Menswear company Moss Bros has issued a profit warning after reporting a slump in sales.
The UK's third-largest suit retailer said it had experienced both lower levels of footfall and a drop in sales over the past seven weeks, admitting it was unlikely its full-year profits would meet market expectations as a result.
Moss Bros is the latest major retailer to warn of tougher trading conditions, while a report published today by Nationwide reveals consumer confidence fell at its fastest rate in over three years in November the apparent results of growing unease about the state of the economy and the ongoing global credit crunch.
Like-for-like retail sales at Moss Bros declined by 1.5 per cent during the first 18 weeks of the second half, the company revealed.
However the company stressed the key Christmas trading period was likely to have a "major bearing" on its final results for the whole year.
Moss Bros said it had developed plans to reduce costs and maximise returns on assets within the business, which it confirmed maintained a "very strong" balance sheet.

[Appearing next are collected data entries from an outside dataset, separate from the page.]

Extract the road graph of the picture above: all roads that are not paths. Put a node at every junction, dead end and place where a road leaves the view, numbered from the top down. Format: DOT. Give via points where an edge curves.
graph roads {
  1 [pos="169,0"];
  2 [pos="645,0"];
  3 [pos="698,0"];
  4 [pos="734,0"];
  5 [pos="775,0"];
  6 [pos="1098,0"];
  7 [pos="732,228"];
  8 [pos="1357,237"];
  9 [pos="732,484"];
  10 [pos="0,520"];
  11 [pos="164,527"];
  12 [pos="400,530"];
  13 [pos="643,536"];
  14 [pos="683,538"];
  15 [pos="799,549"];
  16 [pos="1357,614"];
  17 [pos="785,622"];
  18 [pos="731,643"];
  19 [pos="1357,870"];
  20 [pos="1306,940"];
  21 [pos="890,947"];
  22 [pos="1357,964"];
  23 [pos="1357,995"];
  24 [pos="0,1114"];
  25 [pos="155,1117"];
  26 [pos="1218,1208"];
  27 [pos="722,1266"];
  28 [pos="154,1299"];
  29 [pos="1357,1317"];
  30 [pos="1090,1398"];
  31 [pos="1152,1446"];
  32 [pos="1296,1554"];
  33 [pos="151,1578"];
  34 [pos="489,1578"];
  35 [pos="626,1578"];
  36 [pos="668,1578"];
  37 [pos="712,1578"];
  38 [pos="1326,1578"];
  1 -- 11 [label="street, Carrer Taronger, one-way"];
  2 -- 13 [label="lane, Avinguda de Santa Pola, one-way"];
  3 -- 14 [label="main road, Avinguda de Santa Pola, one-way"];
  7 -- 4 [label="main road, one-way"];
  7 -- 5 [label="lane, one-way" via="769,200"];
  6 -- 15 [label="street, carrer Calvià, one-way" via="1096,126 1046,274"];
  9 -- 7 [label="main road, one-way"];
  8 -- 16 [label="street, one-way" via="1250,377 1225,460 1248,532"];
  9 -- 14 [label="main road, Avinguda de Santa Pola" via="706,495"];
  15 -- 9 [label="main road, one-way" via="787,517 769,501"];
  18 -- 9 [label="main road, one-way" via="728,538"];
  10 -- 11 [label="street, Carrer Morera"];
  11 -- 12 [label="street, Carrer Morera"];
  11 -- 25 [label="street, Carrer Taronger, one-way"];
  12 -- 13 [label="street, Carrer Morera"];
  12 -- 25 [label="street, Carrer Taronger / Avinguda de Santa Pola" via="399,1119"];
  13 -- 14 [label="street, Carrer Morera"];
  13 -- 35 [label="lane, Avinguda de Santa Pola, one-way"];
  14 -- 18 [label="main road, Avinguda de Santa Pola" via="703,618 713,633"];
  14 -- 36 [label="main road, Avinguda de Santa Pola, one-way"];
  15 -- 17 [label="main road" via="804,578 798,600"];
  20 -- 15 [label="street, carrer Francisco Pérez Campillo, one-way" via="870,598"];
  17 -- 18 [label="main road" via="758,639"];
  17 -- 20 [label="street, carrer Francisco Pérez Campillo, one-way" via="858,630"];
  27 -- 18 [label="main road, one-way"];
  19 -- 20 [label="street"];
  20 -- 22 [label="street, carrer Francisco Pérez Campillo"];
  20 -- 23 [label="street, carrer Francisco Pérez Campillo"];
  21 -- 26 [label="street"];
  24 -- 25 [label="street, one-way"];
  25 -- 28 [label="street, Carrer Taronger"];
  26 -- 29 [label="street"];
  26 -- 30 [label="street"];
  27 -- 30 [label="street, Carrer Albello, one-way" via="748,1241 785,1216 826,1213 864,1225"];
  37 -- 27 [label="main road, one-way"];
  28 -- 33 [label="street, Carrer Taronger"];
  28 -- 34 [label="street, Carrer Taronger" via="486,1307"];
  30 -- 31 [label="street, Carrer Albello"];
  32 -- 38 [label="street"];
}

The company, which has been tightly controlling stock levels in light of lower sales, added it was well placed to both limit the impact of any further weakening of the consumer environment and to capitalise on any subsequent improvement in trading conditions.
Moss Bros chief executive Philip Mountford said: "Our sales performance in the last two months reflects the tough trading conditions in our markets.
"However, we enter this key period with well-developed retail plans, a good product range, better store environments and tight stocks.
"Using our strong positive cash position we are confident that continued investment in our stores and our offer will underpin future growth," he concluded.